Problem requirements =>
Wherever a line of the records contains "Balibali", copy that line.

Dataset items:
· · · · · · ·

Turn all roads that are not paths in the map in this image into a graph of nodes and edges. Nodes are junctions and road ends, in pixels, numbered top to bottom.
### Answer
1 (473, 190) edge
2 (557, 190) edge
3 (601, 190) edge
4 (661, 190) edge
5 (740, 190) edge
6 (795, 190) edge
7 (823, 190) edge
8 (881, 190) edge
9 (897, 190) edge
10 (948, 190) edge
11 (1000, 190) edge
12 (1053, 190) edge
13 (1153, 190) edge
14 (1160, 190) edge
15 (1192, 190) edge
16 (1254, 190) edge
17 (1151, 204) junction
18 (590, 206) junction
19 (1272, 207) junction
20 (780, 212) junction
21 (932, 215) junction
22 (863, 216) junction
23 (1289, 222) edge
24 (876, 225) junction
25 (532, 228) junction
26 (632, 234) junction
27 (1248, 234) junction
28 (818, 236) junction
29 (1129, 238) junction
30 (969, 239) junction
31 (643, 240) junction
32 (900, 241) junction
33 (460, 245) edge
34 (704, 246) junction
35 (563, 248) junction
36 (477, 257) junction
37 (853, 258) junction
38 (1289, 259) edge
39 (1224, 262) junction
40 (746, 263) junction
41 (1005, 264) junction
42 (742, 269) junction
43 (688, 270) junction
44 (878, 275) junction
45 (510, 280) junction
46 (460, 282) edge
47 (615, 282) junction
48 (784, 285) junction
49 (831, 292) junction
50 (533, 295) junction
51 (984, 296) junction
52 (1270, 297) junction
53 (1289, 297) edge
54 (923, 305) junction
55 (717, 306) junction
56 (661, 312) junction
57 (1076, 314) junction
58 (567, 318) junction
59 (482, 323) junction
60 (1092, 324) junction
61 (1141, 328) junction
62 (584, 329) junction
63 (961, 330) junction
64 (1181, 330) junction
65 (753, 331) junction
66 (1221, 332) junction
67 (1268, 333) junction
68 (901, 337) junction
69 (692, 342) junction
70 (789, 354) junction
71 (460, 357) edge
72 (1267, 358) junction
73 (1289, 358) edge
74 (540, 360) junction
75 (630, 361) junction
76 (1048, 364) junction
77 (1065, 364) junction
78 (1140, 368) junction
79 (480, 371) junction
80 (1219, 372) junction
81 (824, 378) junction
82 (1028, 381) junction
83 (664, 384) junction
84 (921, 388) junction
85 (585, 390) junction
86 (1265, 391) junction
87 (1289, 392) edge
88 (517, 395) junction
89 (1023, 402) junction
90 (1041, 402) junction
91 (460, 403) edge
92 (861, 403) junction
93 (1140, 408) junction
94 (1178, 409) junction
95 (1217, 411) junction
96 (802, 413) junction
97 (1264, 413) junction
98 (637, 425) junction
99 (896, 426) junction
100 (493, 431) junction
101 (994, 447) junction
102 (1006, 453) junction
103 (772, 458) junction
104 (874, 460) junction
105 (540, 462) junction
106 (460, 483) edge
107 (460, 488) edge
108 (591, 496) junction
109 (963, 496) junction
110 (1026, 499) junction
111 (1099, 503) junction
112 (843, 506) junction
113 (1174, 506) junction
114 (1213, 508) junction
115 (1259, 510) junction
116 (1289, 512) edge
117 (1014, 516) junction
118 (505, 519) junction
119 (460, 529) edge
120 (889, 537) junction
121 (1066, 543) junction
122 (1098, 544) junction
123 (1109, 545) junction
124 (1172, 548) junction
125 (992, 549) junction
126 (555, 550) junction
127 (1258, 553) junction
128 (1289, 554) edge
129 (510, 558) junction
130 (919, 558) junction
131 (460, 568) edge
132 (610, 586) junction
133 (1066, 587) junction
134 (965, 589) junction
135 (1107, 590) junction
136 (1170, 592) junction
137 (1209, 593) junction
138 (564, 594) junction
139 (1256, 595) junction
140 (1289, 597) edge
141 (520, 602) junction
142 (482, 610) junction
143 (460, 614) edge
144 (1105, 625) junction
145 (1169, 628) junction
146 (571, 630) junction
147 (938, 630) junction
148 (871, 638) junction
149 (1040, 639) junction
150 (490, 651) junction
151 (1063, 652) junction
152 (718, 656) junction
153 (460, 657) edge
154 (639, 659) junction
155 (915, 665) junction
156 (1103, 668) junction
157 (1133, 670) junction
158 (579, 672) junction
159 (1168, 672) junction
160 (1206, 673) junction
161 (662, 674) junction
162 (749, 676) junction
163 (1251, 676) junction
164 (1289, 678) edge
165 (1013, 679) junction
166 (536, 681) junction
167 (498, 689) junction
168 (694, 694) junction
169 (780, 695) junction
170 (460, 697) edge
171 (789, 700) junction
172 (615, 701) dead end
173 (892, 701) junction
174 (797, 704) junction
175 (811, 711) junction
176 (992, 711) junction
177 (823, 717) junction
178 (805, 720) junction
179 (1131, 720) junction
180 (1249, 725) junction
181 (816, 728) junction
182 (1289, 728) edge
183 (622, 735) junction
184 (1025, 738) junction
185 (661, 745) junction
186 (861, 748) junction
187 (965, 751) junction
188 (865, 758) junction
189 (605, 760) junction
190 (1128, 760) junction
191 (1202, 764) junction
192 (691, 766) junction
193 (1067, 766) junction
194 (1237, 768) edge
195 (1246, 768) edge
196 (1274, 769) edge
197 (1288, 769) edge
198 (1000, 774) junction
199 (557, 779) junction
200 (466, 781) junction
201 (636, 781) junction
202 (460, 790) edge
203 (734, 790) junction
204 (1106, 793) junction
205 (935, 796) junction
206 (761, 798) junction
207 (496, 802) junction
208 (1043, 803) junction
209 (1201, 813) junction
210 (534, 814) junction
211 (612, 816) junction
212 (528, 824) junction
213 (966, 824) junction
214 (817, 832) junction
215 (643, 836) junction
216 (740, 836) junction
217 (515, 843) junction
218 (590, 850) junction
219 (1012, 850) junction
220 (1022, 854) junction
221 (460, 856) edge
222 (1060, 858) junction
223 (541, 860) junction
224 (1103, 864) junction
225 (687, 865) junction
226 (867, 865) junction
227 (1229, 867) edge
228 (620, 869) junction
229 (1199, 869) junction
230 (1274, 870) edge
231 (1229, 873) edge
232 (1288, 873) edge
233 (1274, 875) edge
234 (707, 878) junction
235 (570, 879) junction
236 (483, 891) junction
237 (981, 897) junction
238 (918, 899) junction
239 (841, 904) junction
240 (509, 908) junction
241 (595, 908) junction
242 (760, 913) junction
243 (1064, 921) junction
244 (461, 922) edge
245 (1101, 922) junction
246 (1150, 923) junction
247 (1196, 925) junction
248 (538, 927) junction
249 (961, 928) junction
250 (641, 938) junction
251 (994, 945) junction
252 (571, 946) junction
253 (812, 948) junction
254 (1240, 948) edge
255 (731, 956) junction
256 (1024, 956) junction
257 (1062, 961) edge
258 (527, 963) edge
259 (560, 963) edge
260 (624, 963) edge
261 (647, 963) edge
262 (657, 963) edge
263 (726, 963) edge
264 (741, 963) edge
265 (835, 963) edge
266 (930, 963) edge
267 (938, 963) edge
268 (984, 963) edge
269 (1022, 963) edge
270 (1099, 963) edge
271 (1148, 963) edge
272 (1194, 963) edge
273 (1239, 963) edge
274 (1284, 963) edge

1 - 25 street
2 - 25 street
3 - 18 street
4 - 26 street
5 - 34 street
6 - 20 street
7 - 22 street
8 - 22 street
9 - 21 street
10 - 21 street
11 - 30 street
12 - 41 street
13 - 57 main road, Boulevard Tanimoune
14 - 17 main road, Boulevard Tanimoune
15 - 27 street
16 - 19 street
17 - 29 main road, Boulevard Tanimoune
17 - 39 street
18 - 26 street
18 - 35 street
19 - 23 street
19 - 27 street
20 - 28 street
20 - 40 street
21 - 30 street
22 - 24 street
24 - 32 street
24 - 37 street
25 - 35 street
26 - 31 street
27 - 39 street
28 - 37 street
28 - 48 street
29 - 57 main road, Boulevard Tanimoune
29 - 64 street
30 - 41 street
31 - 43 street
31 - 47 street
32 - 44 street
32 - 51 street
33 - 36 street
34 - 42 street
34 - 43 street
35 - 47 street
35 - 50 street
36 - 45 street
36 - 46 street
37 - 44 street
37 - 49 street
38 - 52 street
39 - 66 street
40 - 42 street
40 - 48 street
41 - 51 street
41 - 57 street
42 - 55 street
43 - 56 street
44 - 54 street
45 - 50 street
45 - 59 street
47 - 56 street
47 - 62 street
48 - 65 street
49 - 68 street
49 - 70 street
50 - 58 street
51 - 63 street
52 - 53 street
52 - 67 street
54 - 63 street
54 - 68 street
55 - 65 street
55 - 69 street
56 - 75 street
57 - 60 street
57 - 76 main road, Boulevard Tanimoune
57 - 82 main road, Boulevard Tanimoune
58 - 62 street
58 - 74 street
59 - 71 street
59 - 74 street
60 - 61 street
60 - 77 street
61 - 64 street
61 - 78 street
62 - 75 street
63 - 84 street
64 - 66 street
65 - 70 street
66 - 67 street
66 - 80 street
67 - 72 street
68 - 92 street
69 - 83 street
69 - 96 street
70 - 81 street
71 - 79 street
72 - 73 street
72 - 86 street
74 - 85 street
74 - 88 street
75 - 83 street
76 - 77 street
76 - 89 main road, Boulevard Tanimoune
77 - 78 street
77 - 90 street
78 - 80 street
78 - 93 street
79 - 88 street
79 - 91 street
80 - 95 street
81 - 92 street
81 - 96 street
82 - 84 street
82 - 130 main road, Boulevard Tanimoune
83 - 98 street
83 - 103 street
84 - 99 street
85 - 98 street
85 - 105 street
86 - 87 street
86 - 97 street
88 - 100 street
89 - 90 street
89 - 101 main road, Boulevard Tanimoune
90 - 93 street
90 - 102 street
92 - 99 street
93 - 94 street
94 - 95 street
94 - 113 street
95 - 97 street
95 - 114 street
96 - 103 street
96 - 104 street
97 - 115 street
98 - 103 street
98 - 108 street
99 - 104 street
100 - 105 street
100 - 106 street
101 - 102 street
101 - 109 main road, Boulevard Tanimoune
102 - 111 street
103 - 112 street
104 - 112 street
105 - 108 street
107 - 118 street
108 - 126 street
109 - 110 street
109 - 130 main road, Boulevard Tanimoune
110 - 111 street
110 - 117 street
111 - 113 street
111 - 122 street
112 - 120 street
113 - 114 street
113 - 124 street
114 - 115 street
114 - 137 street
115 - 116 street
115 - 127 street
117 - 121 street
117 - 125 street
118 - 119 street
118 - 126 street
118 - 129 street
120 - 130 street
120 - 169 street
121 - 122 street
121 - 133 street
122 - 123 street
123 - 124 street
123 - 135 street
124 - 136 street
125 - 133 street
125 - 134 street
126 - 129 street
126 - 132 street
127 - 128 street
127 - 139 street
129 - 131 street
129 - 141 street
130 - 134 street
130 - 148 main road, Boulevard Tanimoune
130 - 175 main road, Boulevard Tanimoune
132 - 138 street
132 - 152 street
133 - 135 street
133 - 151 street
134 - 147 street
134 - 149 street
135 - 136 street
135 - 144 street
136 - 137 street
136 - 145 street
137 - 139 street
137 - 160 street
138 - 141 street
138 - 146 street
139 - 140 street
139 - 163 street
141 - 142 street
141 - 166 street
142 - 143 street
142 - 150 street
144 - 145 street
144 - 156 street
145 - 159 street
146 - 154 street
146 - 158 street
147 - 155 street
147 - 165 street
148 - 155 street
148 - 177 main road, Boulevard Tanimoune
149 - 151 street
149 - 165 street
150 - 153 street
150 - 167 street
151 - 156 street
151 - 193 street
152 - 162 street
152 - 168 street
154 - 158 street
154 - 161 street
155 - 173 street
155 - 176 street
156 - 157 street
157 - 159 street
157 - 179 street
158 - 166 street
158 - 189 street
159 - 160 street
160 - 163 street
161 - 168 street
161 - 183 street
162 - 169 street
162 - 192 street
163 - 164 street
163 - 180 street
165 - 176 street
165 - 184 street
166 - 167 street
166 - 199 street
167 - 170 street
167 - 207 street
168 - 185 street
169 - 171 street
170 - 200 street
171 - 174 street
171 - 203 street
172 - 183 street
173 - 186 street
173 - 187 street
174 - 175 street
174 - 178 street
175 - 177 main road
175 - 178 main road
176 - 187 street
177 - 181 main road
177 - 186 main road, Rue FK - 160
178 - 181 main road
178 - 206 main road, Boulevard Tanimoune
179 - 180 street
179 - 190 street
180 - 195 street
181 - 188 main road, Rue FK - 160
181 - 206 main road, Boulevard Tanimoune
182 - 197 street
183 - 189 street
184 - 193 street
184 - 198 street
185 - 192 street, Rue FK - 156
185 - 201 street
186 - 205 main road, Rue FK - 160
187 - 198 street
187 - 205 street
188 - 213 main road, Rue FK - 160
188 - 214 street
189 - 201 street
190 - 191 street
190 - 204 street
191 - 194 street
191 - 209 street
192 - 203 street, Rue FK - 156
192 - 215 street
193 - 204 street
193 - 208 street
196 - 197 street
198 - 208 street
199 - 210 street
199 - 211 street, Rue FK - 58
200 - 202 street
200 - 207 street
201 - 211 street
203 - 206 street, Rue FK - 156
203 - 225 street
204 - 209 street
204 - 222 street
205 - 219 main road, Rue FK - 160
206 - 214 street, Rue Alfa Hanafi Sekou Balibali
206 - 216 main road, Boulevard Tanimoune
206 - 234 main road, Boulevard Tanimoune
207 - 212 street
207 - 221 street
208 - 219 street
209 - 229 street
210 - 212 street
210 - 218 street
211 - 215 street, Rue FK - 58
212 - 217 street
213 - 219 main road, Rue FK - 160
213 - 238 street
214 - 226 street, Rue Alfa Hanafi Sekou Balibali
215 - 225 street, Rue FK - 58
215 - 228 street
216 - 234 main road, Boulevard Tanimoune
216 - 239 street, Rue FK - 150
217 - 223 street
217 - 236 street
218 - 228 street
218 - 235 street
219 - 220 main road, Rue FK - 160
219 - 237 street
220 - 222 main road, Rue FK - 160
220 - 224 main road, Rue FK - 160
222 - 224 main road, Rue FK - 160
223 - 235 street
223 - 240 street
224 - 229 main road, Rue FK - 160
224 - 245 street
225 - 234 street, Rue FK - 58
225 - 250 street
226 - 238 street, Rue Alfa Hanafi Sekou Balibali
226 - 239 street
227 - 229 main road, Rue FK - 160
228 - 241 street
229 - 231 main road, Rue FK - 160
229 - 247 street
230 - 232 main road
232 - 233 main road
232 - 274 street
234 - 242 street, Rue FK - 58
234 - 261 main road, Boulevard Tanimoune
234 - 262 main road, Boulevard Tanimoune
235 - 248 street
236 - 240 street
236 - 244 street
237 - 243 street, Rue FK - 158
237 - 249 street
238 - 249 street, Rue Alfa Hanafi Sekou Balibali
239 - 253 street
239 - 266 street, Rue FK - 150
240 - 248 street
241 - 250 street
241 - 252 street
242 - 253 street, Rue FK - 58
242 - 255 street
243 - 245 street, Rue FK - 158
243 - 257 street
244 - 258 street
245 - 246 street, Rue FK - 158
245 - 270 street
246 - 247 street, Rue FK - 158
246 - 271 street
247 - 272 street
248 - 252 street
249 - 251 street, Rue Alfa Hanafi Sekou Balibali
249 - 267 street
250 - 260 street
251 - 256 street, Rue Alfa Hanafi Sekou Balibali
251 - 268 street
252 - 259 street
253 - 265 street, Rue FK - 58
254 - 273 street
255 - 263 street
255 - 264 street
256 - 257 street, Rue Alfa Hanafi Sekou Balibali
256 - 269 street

· · · · · · ·

Answer box =>
206 - 214 street, Rue Alfa Hanafi Sekou Balibali
214 - 226 street, Rue Alfa Hanafi Sekou Balibali
226 - 238 street, Rue Alfa Hanafi Sekou Balibali
238 - 249 street, Rue Alfa Hanafi Sekou Balibali
249 - 251 street, Rue Alfa Hanafi Sekou Balibali
251 - 256 street, Rue Alfa Hanafi Sekou Balibali
256 - 257 street, Rue Alfa Hanafi Sekou Balibali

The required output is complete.